2) And so the second lesson I have for us all is: don’t be afraid of the doctrines of grace in evangelism. Some think that things like predestination and election are intramural issues and shouldn’t be part of a Gospel outreach. I disagree; Wednesday night was one of the clearest demonstrations in the hours I’ve spent with Gordon of how incoherent and contradictory his theology truly is, and I was only able to show his worldview to be impossible simply because I went into the issues of God’s sovereignty over all things, including the human heart. Calvinism is simply a consistent proclamation of the true Gospel. And so don’t be afraid to proclaim the sovereignty of God, brothers and sisters, because this sovereignty underpins the very hope you proclaim.
“The Lord is at hand; do not be anxious about anything, but in everything by prayer and supplication with thanksgiving let your requests be made known to God. And the peace of God, which surpasses all understanding, will guard your hearts and your minds in Christ Jesus.” (Philippians 4:5-7)
It’s been interesting, and more than a little sad, watching the issue of the H1N1 pandemic play out recently in our city and province. The disease itself, of course, is dangerous and has killed many people; it would be unwise and imprudent not to recognize the danger it does pose to the community. However, reading and watching the media coverage, it would be equally wise to remember that “the Black Plague it ain’t.”
What’s been interesting and sad about it has been the reaction of an unbelieving community to the crisis. Yet it affords an opportunity for instruction and meditation upon God’s Word and his promises.

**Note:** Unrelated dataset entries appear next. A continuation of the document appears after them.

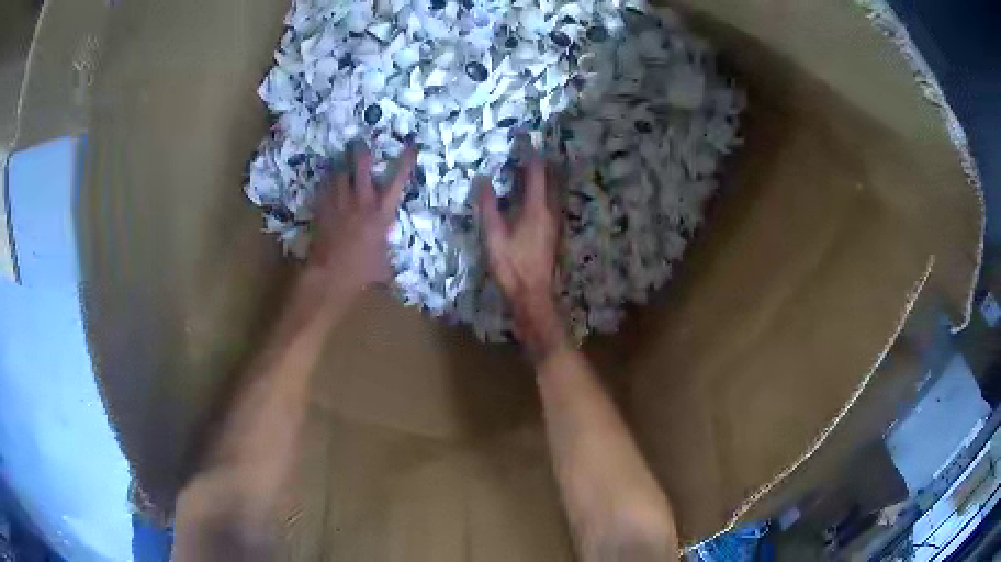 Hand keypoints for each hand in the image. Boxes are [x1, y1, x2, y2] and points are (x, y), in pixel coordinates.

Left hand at [308, 142, 416, 298]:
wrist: (331, 273)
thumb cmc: (361, 271)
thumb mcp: (383, 265)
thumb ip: (386, 254)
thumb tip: (391, 266)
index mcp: (382, 212)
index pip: (398, 180)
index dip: (406, 160)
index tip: (411, 146)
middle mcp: (362, 200)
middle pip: (361, 165)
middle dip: (361, 152)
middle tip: (359, 143)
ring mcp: (340, 202)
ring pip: (339, 173)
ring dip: (341, 168)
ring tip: (341, 164)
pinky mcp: (322, 208)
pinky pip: (324, 188)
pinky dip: (327, 184)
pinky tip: (327, 184)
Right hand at [477, 154, 566, 360]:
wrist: (533, 295)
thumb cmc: (512, 266)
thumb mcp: (494, 236)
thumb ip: (489, 207)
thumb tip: (483, 181)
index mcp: (536, 209)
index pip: (536, 174)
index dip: (531, 155)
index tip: (527, 138)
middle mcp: (550, 212)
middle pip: (551, 180)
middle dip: (543, 163)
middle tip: (533, 149)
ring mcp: (554, 224)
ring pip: (555, 192)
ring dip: (548, 177)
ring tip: (536, 167)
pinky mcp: (553, 234)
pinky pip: (553, 204)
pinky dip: (547, 192)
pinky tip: (539, 196)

We confess that God has freely and unalterably ordained everything that comes to pass. So we need to remember that this crisis, however serious it turns out to be in the end, was brought about by his decrees. It’s part of his plan, though we cannot know why or how. But an application and biblical reminder we can draw is seen in the fact that this flu, unlike most, seems to be taking otherwise healthy young people. That may be part of what terrifies so many about this – it doesn’t seem to matter how healthy you are. And in an age of health clubs and designer diets, an age where we are told to take control of our health and ownership of our bodies, the prospect of a killer disease that strikes regardless of our efforts to stay healthy is quite frightening.

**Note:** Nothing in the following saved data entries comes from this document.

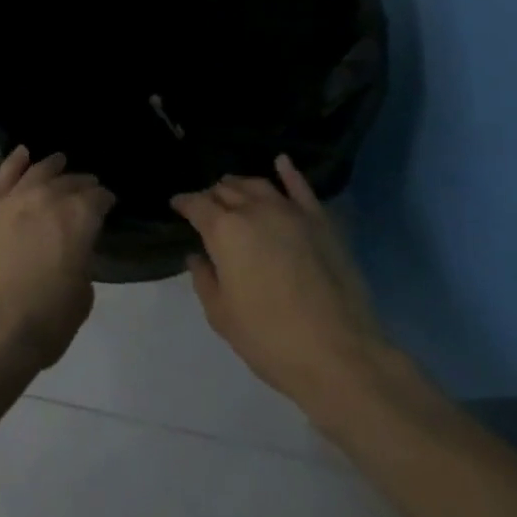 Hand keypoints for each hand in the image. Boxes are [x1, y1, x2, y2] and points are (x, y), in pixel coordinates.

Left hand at [0, 146, 112, 378]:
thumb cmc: (42, 322)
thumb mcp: (81, 297)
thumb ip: (80, 263)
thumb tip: (71, 251)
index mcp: (78, 219)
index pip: (98, 199)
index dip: (105, 200)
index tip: (108, 204)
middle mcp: (47, 199)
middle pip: (69, 182)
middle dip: (82, 184)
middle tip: (88, 187)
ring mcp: (12, 200)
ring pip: (37, 172)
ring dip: (52, 166)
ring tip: (60, 161)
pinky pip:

We would do well to remember that “in your book were written, every one of them, the days that were formed for me” (Psalm 139:16) that, in God’s own words, “See now that I, even I, am he, and there is no god beside me; I kill and I make alive; I wound and I heal; and there is none that can deliver out of my hand” (Deuteronomy 32:39). God has the power of life and death, despite what an unbelieving culture desperately wants to ignore. So while we cannot know why God has appointed this crisis for this time, we can take the opportunity to remember humility before him.
But there is more. God’s power over life and death is not supposed to be something that brings us fear – at least those of us who are His. It should be our comfort! God’s sovereignty over the earth and over all that happens is a foundation of hope and the basis of prayer. Jesus pointed this out when he said, in telling his disciples not to fear, “Are not two sparrows sold for a penny? And not one of them will fall to the ground apart from your Father.” (Matthew 10:29) So when Paul reminds us, “And we know that for those who love God all things work together for good, for those who are called according to his purpose,” (Romans 8:28), this assurance is based upon the fact that God is sovereign and can, in fact, work all things together as he says. And so Paul can say, facing the possibility of death, “For to me to live is Christ, and to die is gain.”

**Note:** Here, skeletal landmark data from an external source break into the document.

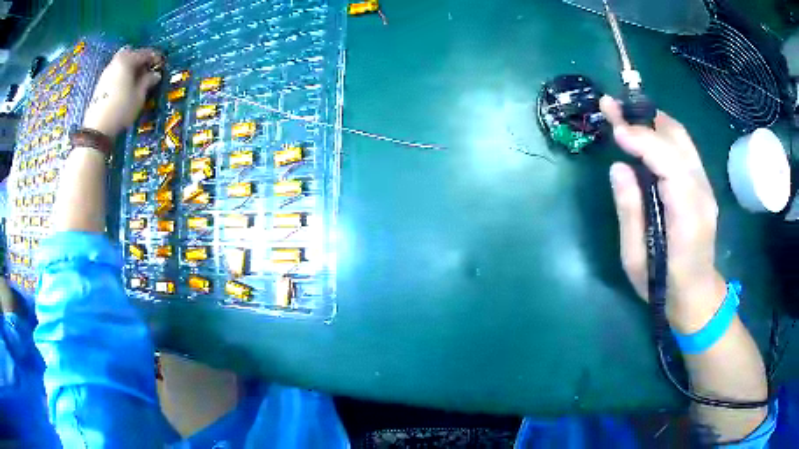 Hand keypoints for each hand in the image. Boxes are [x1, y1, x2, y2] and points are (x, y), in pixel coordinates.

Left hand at [82, 47, 163, 138]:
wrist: (97, 128)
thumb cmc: (121, 109)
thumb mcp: (139, 95)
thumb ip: (148, 81)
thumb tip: (155, 74)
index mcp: (127, 60)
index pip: (145, 53)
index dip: (155, 57)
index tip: (161, 65)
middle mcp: (116, 61)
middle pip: (131, 53)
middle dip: (140, 59)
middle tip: (147, 69)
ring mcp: (107, 72)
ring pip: (122, 62)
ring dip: (131, 67)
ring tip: (137, 79)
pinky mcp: (101, 83)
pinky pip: (116, 71)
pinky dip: (123, 74)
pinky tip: (126, 85)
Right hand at [600, 96, 726, 333]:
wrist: (696, 295)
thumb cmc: (662, 285)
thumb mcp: (635, 259)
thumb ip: (630, 212)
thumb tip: (619, 167)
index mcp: (687, 216)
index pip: (668, 162)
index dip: (641, 139)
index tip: (613, 128)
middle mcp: (702, 193)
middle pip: (677, 141)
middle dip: (643, 118)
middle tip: (611, 106)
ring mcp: (706, 187)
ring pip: (682, 139)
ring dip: (652, 120)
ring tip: (624, 113)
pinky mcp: (703, 185)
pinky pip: (684, 148)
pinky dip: (662, 133)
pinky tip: (645, 132)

Bottom line: there’s nothing wrong with prudent and wise concern. Taking steps to protect yourselves and your families is only sensible. However, the panic and anxiety we see around us, the heightened tempers in clinic line-ups, the outrage that others get to go first, the cries of doom and gloom – all these should not mark us if we believe. God is still on his throne, brothers and sisters. He is watching over you. So don’t be anxious.